Mauritius’ leading hotel groups are already witnessing a steady uptick in tourist numbers. “Our figures have shown a constant increase during the past year,” says Jean Jacques Vallet, CEO of Constance Hotels & Resorts, one of Mauritius’ leading providers of luxury hospitality. “More and more guests are coming to our resorts – some of them renewing the Constance experience in a different destination. This success is further reflected in numerous awards we received the past year, including from World Luxury Travel.”
Sustained tourism growth for from Asia isn’t farfetched considering that China remains the world’s top outbound market for tourists, according to the UNWTO, with Chinese tourists spending growing 12% in 2016. With enhanced connectivity, Mauritius can only expect a further boost from the East. “Asia is the future for Mauritius,” says Ramkaloan. “Air Mauritius is increasing its direct flights from China, and has shifted its hub from Malaysia to Singapore to create the Asia-Africa Corridor.”

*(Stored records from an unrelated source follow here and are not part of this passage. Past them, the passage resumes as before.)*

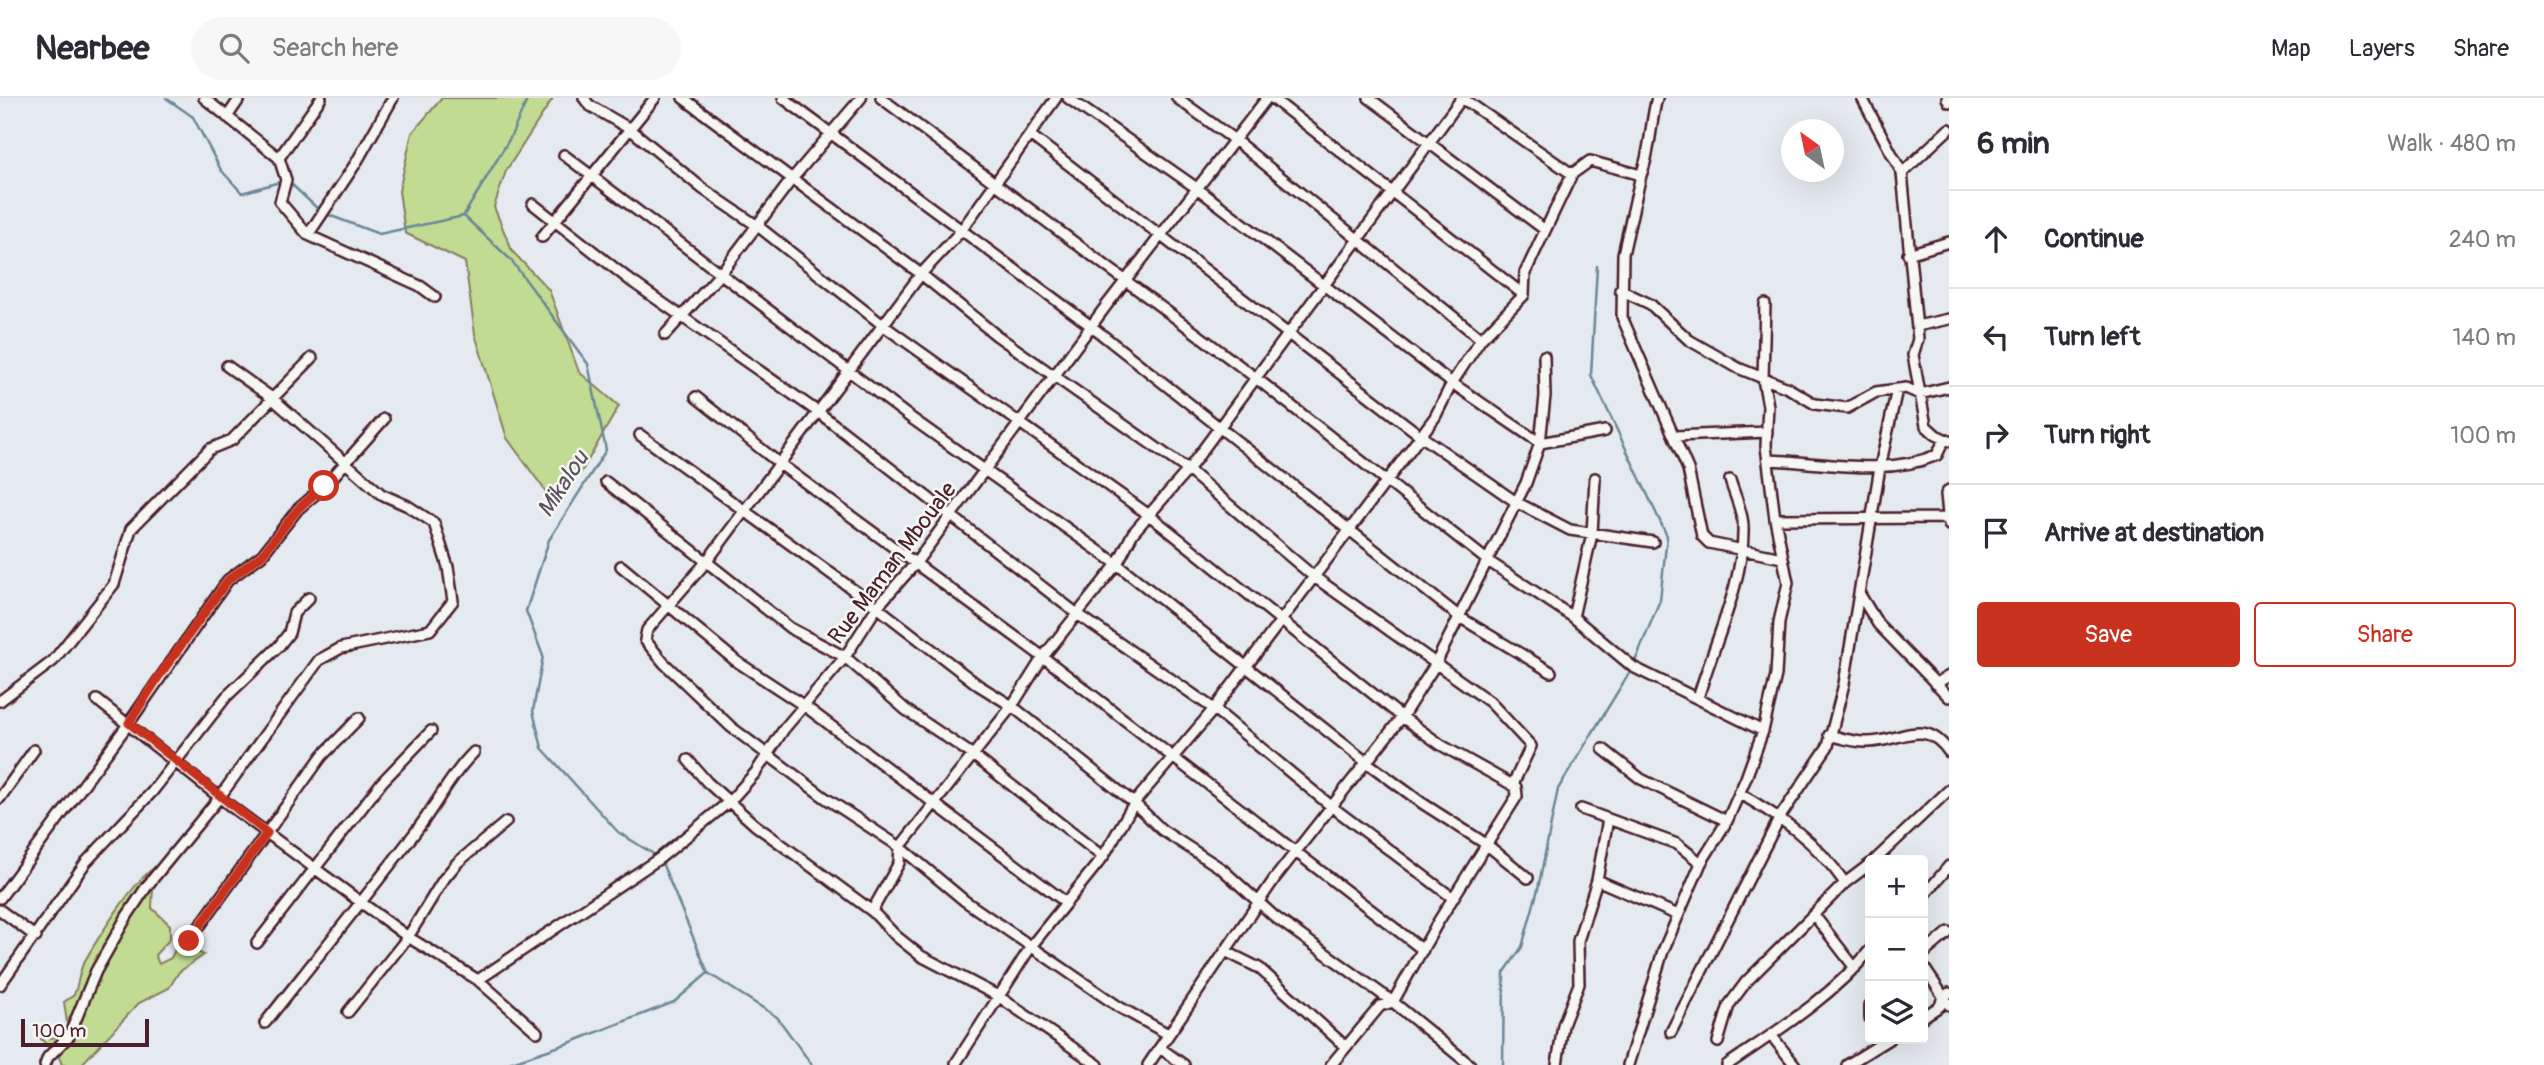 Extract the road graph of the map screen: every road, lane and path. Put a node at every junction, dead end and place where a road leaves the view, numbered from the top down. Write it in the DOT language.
graph roads {
  1 [pos="204,98"];
  2 [pos="240,98"];
  3 [pos="321,98"];
  4 [pos="393,98"];
  5 [pos="584,98"];
  6 [pos="655,98"];
  7 [pos="683,98"];
  8 [pos="783,98"];
  9 [pos="861,98"];
  10 [pos="881,98"];
  11 [pos="1056,98"];
  12 [pos="1068,98"];
  13 [pos="1178,98"];
  14 [pos="1267,98"];
  15 [pos="1272,98"];
  16 [pos="1369,98"];
  17 [pos="1462,98"];
  18 [pos="1657,98"];
  19 [pos="1861,98"];
  20 [pos="227,117"];
  21 [pos="630,129"];
  22 [pos="1949,129"];
  23 [pos="832,133"];
  24 [pos="1030,135"];
  25 [pos="1236,141"];
  26 [pos="1428,144"];
  27 [pos="564,155"];
  28 [pos="279,158"];
  29 [pos="1902,173"];
  30 [pos="591,174"];
  31 [pos="1572,174"];
  32 [pos="1641,175"];
  33 [pos="792,179"];
  34 [pos="995,180"];
  35 [pos="1198,189"];
  36 [pos="1392,192"];
  37 [pos="533,205"];
  38 [pos="553,220"];
  39 [pos="759,227"];
  40 [pos="1545,230"];
  41 [pos="961,231"];
  42 [pos="308,236"];
  43 [pos="1161,236"];
  44 [pos="542,237"];
  45 [pos="1358,238"];
  46 [pos="1949,242"];
  47 [pos="1908,254"];
  48 [pos="721,274"];
  49 [pos="921,274"];
  50 [pos="1125,281"];
  51 [pos="1325,284"];
  52 [pos="1620,290"];
  53 [pos="1524,295"];
  54 [pos="435,297"];
  55 [pos="1765,304"];
  56 [pos="682,316"];
  57 [pos="1949,319"];
  58 [pos="884,326"];
  59 [pos="1091,326"];
  60 [pos="1917,326"];
  61 [pos="1289,332"];
  62 [pos="665,335"];
  63 [pos="1481,340"];
  64 [pos="1544,356"];
  65 [pos="312,358"];
  66 [pos="227,366"];
  67 [pos="849,370"];
  68 [pos="1056,374"];
  69 [pos="1256,378"];
  70 [pos="1763,379"];
  71 [pos="1452,383"];
  72 [pos="1949,387"];
  73 [pos="1897,389"];
  74 [pos="1920,394"];
  75 [pos="696,397"];
  76 [pos="272,398"];
  77 [pos="818,412"];
  78 [pos="384,419"];
  79 [pos="1020,422"];
  80 [pos="1221,426"];
  81 [pos="1605,431"];
  82 [pos="1767,432"];
  83 [pos="640,435"];
  84 [pos="1421,436"];
  85 [pos="1675,436"];
  86 [pos="1946,440"];
  87 [pos="1540,443"];
  88 [pos="1768,460"];
  89 [pos="346,462"];
  90 [pos="780,464"];
  91 [pos="1880,467"];
  92 [pos="1188,470"];
  93 [pos="986,471"];
  94 [pos="1595,478"];
  95 [pos="1730,480"];
  96 [pos="606,482"];
  97 [pos="1385,482"];
  98 [pos="1949,490"];
  99 [pos="1516,502"];
  100 [pos="745,511"];
  101 [pos="1149,515"];
  102 [pos="950,517"];
  103 [pos="1871,517"];
  104 [pos="1775,519"];
  105 [pos="1948,521"];
  106 [pos="1349,529"];
  107 [pos="1592,534"];
  108 [pos="1653,542"];
  109 [pos="1741,547"];
  110 [pos="1782,558"];
  111 [pos="707,561"];
  112 [pos="1488,561"];
  113 [pos="915,564"];
  114 [pos="1116,564"];
  115 [pos="621,566"];
  116 [pos="1314,576"];
  117 [pos="1858,592"];
  118 [pos="309,598"];
  119 [pos="671,604"];
  120 [pos="877,607"];
  121 [pos="1076,613"];
  122 [pos="1573,617"];
  123 [pos="1461,618"];
  124 [pos="1279,621"];
  125 [pos="845,657"];
  126 [pos="1043,657"];
  127 [pos="1435,665"];
  128 [pos="1247,667"];
  129 [pos="1551,672"];
  130 [pos="1949,676"];
  131 [pos="1935,684"];
  132 [pos="1949,697"];
  133 [pos="1698,698"];
  134 [pos="97,700"];
  135 [pos="0,701"];
  136 [pos="1012,706"];
  137 [pos="806,707"];
  138 [pos="1214,709"];
  139 [pos="1402,717"];
  140 [pos="359,718"];
  141 [pos="129,723"];
  142 [pos="431,730"];
  143 [pos="1763,731"];
  144 [pos="1829,735"];
  145 [pos="1603,749"];
  146 [pos="34,750"];
  147 [pos="474,752"];
  148 [pos="1949,752"];
  149 [pos="769,754"];
  150 [pos="973,755"];
  151 [pos="1174,759"];
  152 [pos="688,760"];
  153 [pos="175,761"];
  154 [pos="1365,761"];
  155 [pos="1513,784"];
  156 [pos="1949,790"];
  157 [pos="1739,793"];
  158 [pos="0,798"];
  159 [pos="219,798"];
  160 [pos="730,801"];
  161 [pos="936,803"];
  162 [pos="1134,803"];
  163 [pos="1331,806"];
  164 [pos="1581,809"];
  165 [pos="1780,817"];
  166 [pos="1608,819"];
  167 [pos="1727,821"];
  168 [pos="506,822"];
  169 [pos="267,833"];
  170 [pos="1486,844"];
  171 [pos="900,847"];
  172 [pos="1295,851"];
  173 [pos="1880,855"];
  174 [pos="1103,856"];
  175 [pos="1701,863"];
  176 [pos="1949,866"];
  177 [pos="317,868"];
  178 [pos="1865,868"];
  179 [pos="1528,878"];
  180 [pos="1597,880"];
  181 [pos="1845,883"];
  182 [pos="1928,891"];
  183 [pos="0,898"];
  184 [pos="1453,898"];
  185 [pos="362,901"];
  186 [pos="1064,901"];
  187 [pos="1258,903"];
  188 [pos="0,910"];
  189 [pos="872,911"];
  190 [pos="1678,915"];
  191 [pos="1814,915"];
  192 [pos="1949,932"];
  193 [pos="36,937"];
  194 [pos="408,937"];
  195 [pos="189,941"];
  196 [pos="257,943"];
  197 [pos="1032,945"];
  198 [pos="1423,950"];
  199 [pos="1928,950"];
  200 [pos="1225,951"];
  201 [pos="1865,956"];
  202 [pos="1856,968"];
  203 [pos="1928,973"];
  204 [pos="478,980"];
  205 [pos="0,985"];
  206 [pos="998,996"];
  207 [pos="1947,998"];
  208 [pos="1394,1002"];
  209 [pos="348,1012"];
  210 [pos="1928,1014"];
  211 [pos="265,1023"];
  212 [pos="537,1032"];
  213 [pos="1671,1032"];
  214 [pos="1168,1034"];
  215 [pos="1771,1035"];
  216 [pos="1718,1042"];
  217 [pos="1878,1044"];
  218 [pos="1346,1047"];
  219 [pos="1160,1048"];
  220 [pos="956,1063"];
  221 [pos="1464,1063"];
  222 [pos="45,1065"];
  223 [pos="1098,1065"];
  224 [pos="1148,1065"];
  225 [pos="1184,1065"];
  226 [pos="1331,1065"];
  227 [pos="1557,1065"];
  228 [pos="1628,1065"];
  229 [pos="1727,1065"];
  230 [pos="1796,1065"];
  231 [pos="1847,1065"];
  1 -- 20 [label="street"];
  2 -- 20 [label="street"];
  3 -- 28 [label="street"];
  4 -- 42 [label="street"];
  5 -- 21 [label="street"];
  6 -- 21 [label="street"];
  7 -- 33 [label="street"];
  8 -- 23 [label="street"];
  9 -- 23 [label="street"];
  10 -- 34 [label="street"];
  11 -- 24 [label="street"];
  12 -- 35 [label="street"];
  13 -- 25 [label="street"];
  14 -- 25 [label="street, Rue Maman Mbouale"];
  15 -- 36 [label="street"];
  16 -- 26 [label="street"];
  17 -- 26 [label="street"];
  17 -- 31 [label="street"];
  18 -- 32 [label="street"];
  19 -- 29 [label="street"];
  20 -- 28 [label="street"];
  21 -- 30 [label="street"];
  21 -- 39 [label="street"];
  22 -- 29 [label="street"];
  23 -- 33 [label="street"];
  23 -- 41 [label="street"];
  24 -- 34 [label="street"];
  24 -- 43 [label="street"];
  25 -- 35 [label="street, Rue Maman Mbouale"];
  25 -- 45 [label="street"];
  26 -- 36 [label="street"];
  26 -- 40 [label="street"];
  27 -- 30 [label="street"];
  28 -- 42 [label="street"];
  29 -- 47 [label="street"];
  30 -- 38 [label="street"];
  30 -- 48 [label="street"];
  31 -- 32 [label="street"];
  31 -- 40 [label="street"];
  32 -- 52 [label="street"];
  33 -- 39 [label="street"];
  33 -- 49 [label="street"];
  34 -- 41 [label="street"];
  34 -- 50 [label="street"];
  35 -- 43 [label="street, Rue Maman Mbouale"];
  35 -- 51 [label="street"];
  36 -- 45 [label="street"];
  36 -- 53 [label="street"];
  37 -- 38 [label="street"];
  38 -- 44 [label="street"];
  38 -- 56 [label="street"];
  39 -- 48 [label="street"];
  39 -- 58 [label="street"];
  40 -- 53 [label="street"];
  41 -- 49 [label="street"];
  41 -- 59 [label="street"];
  42 -- 54 [label="street"];
  43 -- 50 [label="street, Rue Maman Mbouale"];
  43 -- 61 [label="street"];
  45 -- 51 [label="street"];
  45 -- 63 [label="street"];
  46 -- 47 [label="street"];
  47 -- 60 [label="street"];
  48 -- 56 [label="street"];
  48 -- 67 [label="street"];
  49 -- 58 [label="street"];
  49 -- 68 [label="street"];
  50 -- 59 [label="street, Rue Maman Mbouale"];
  50 -- 69 [label="street"];
  51 -- 61 [label="street"];
  51 -- 71 [label="street"];
  52 -- 70 [label="street"];
  52 -- 85 [label="street"];
  53 -- 63 [label="street"];
  55 -- 70 [label="street"];
  56 -- 62 [label="street"];
  56 -- 77 [label="street"];
  57 -- 60 [label="street"];
  58 -- 67 [label="street"];
  58 -- 79 [label="street"];
  59 -- 68 [label="street, Rue Maman Mbouale"];
  59 -- 80 [label="street"];
  60 -- 74 [label="street"];
  61 -- 69 [label="street"];
  61 -- 84 [label="street"];
  63 -- 71 [label="street"];
  64 -- 87 [label="street"];
  65 -- 76 [label="street"];
  66 -- 76 [label="street"];
  67 -- 77 [label="street"];
  67 -- 93 [label="street"];
  68 -- 79 [label="street, Rue Maman Mbouale"];
  68 -- 92 [label="street"];
  69 -- 80 [label="street"];
  69 -- 97 [label="street"];
  70 -- 73 [label="street"];
  70 -- 82 [label="street"];
  71 -- 84 [label="street"];
  71 -- 87 [label="street"];
  72 -- 74 [label="street"];
  73 -- 74 [label="street"];
  73 -- 91 [label="street"];
  74 -- 86 [label="street"];
  75 -- 90 [label="street"];
  76 -- 89 [label="street"];
  76 -- 135 [label="street"];
  77 -- 90 [label="street"];
  77 -- 102 [label="street"];
  78 -- 89 [label="street"];
  79 -- 93 [label="street, Rue Maman Mbouale"];
  79 -- 101 [label="street"];
  80 -- 92 [label="street"];
  80 -- 106 [label="street"];
  81 -- 87 [label="street"];
  82 -- 85 [label="street"];
  82 -- 88 [label="street"];
  83 -- 100 [label="street"];
  84 -- 97 [label="street"];
  84 -- 99 [label="street"];
  85 -- 109 [label="street"];
  86 -- 91 [label="street"];
  87 -- 99 [label="street"];
  88 -- 91 [label="street"];
  88 -- 104 [label="street"];
  89 -- 141 [label="street"];
  89 -- 159 [label="street"];
  90 -- 100 [label="street"];
  90 -- 113 [label="street"];
  91 -- 103 [label="street"];
  92 -- 101 [label="street"];
  92 -- 116 [label="street"];
  93 -- 102 [label="street, Rue Maman Mbouale"];
  93 -- 114 [label="street"];
  94 -- 107 [label="street"];
  95 -- 109 [label="street"];
  96 -- 111 [label="street"];
  97 -- 106 [label="street"];
  97 -- 112 [label="street"];
  98 -- 105 [label="street"];
  99 -- 107 [label="street"];
  99 -- 112 [label="street"];
  100 -- 111 [label="street"];
  100 -- 120 [label="street"];
  101 -- 114 [label="street"];
  101 -- 124 [label="street"];
  102 -- 113 [label="street, Rue Maman Mbouale"];
  102 -- 121 [label="street"];
  103 -- 104 [label="street"];
  103 -- 105 [label="street"];
  103 -- 117 [label="street"];
  104 -- 110 [label="street"];
  106 -- 116 [label="street"];
  106 -- 123 [label="street"];
  107 -- 108 [label="street"];
  107 -- 122 [label="street"];
  109 -- 110 [label="street"];
  109 -- 133 [label="street"];
  110 -- 143 [label="street"];
  111 -- 119 [label="street"];
  111 -- 125 [label="street"];
  112 -- 122 [label="street"];
  112 -- 123 [label="street"];
  113 -- 120 [label="street, Rue Maman Mbouale"];
  113 -- 126 [label="street"];
  114 -- 121 [label="street"];
  114 -- 128 [label="street"];
  115 -- 119 [label="street"];
  116 -- 124 [label="street"];
  116 -- 127 [label="street"];
  117 -- 131 [label="street"];
  117 -- 144 [label="street"];
  118 -- 153 [label="street"];
  119 -- 137 [label="street"];
  119 -- 149 [label="street"];
  120 -- 125 [label="street, Rue Maman Mbouale"];
  120 -- 136 [label="street"];
  121 -- 126 [label="street"];
  121 -- 138 [label="street"];
  122 -- 133 [label="street"];
  123 -- 127 [label="street"];
  123 -- 129 [label="street"];
  124 -- 128 [label="street"];
  124 -- 139 [label="street"];
  125 -- 137 [label="street, Rue Maman Mbouale"];
  125 -- 150 [label="street"];
  126 -- 136 [label="street"];
  126 -- 151 [label="street"];
  127 -- 139 [label="street"];
  127 -- 155 [label="street"];
  128 -- 138 [label="street"];
  128 -- 154 [label="street"];
  130 -- 131 [label="street"];
  131 -- 132 [label="street"];
  133 -- 143 [label="street"];
  134 -- 141 [label="street"];
  136 -- 150 [label="street"];
  136 -- 162 [label="street"];
  137 -- 149 [label="street, Rue Maman Mbouale"];
  137 -- 161 [label="street"];
  138 -- 151 [label="street"];
  138 -- 163 [label="street"];
  139 -- 154 [label="street"];
  139 -- 155 [label="street"];
  140 -- 169 [label="street"];
  141 -- 153 [label="street"];
  141 -- 183 [label="street"];
  142 -- 177 [label="street"];
  143 -- 157 [label="street"];
  144 -- 148 [label="street"];
  144 -- 165 [label="street"];
  145 -- 167 [label="street"];
  146 -- 158 [label="street"];
  147 -- 185 [label="street"];
  149 -- 160 [label="street, Rue Maman Mbouale"];
  149 -- 171 [label="street"];
  150 -- 161 [label="street"];
  150 -- 174 [label="street"];
  151 -- 162 [label="street"];
  151 -- 172 [label="street"];
  152 -- 160 [label="street"];
  153 -- 159 [label="street"];
  153 -- 193 [label="street"];
  154 -- 163 [label="street"];
  154 -- 170 [label="street"];
  155 -- 170 [label="street"];
  156 -- 173 [label="street"];
  157 -- 165 [label="street"];
  157 -- 167 [label="street"];
  159 -- 169 [label="street"];
  159 -- 222 [label="street"];
  160 -- 189 [label="street"];
  160 -- 204 [label="street, Rue Maman Mbouale"];
  161 -- 171 [label="street"];
  161 -- 186 [label="street"];
  162 -- 174 [label="street"];
  162 -- 187 [label="street"];
  163 -- 172 [label="street"];
  163 -- 184 [label="street"];
  164 -- 166 [label="street"];
  165 -- 181 [label="street"];
  165 -- 213 [label="street"];
  166 -- 175 [label="street"];
  166 -- 180 [label="street"];
  167 -- 175 [label="street"];
  168 -- 194 [label="street"];
  169 -- 177 [label="street"];
  169 -- 195 [label="street"];
  170 -- 179 [label="street"];
  170 -- 184 [label="street"];
  171 -- 189 [label="street"];
  171 -- 197 [label="street"];
  172 -- 187 [label="street"];
  172 -- 198 [label="street"];
  174 -- 186 [label="street"];
  175 -- 190 [label="street"];
  176 -- 182 [label="street"];
  177 -- 185 [label="street"];
  177 -- 196 [label="street"];
  178 -- 181 [label="street"];
  180 -- 190 [label="street"];
  180 -- 227 [label="street"];
  181 -- 191 [label="street"];
  184 -- 198 [label="street"];
  185 -- 194 [label="street"];
  185 -- 211 [label="street"];
  186 -- 197 [label="street"];
  187 -- 200 [label="street"];
  187 -- 208 [label="street"];
  188 -- 193 [label="street"];
  189 -- 206 [label="street"];
  190 -- 228 [label="street"];
  191 -- 202 [label="street"];
  191 -- 216 [label="street"];
  192 -- 199 [label="street"];
  193 -- 205 [label="street"];
  194 -- 204 [label="street"];
  194 -- 209 [label="street"];
  197 -- 206 [label="street"];
  197 -- 214 [label="street"];
  198 -- 208 [label="street"];
  200 -- 214 [label="street"];
  200 -- 218 [label="street"];
  201 -- 202 [label="street"];
  202 -- 215 [label="street"];
  203 -- 207 [label="street"];
  204 -- 212 [label="street"];
  206 -- 220 [label="street"];
  206 -- 223 [label="street"];
  207 -- 210 [label="street"];
  208 -- 218 [label="street"];
  208 -- 221 [label="street"];
  214 -- 219 [label="street"];
  215 -- 229 [label="street"];
  215 -- 230 [label="street"];
  217 -- 231 [label="street"];
  218 -- 226 [label="street"];
  219 -- 224 [label="street"];
  219 -- 225 [label="street"];
}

Between April and November 2016, the Mauritius-Singapore-Kuala Lumpur route generated a 20% growth in traffic. For Paul Jones, CEO of Lux* Resorts & Hotels, this is only the beginning. “LUX*, as well as other hotel groups, can only benefit from these opportunities,” he says, adding: “We are already in China, and are strengthening our presence there. Invaluable experiences [in China] help us adapt our services to the needs of Chinese tourists as we welcome an increasing number of them.”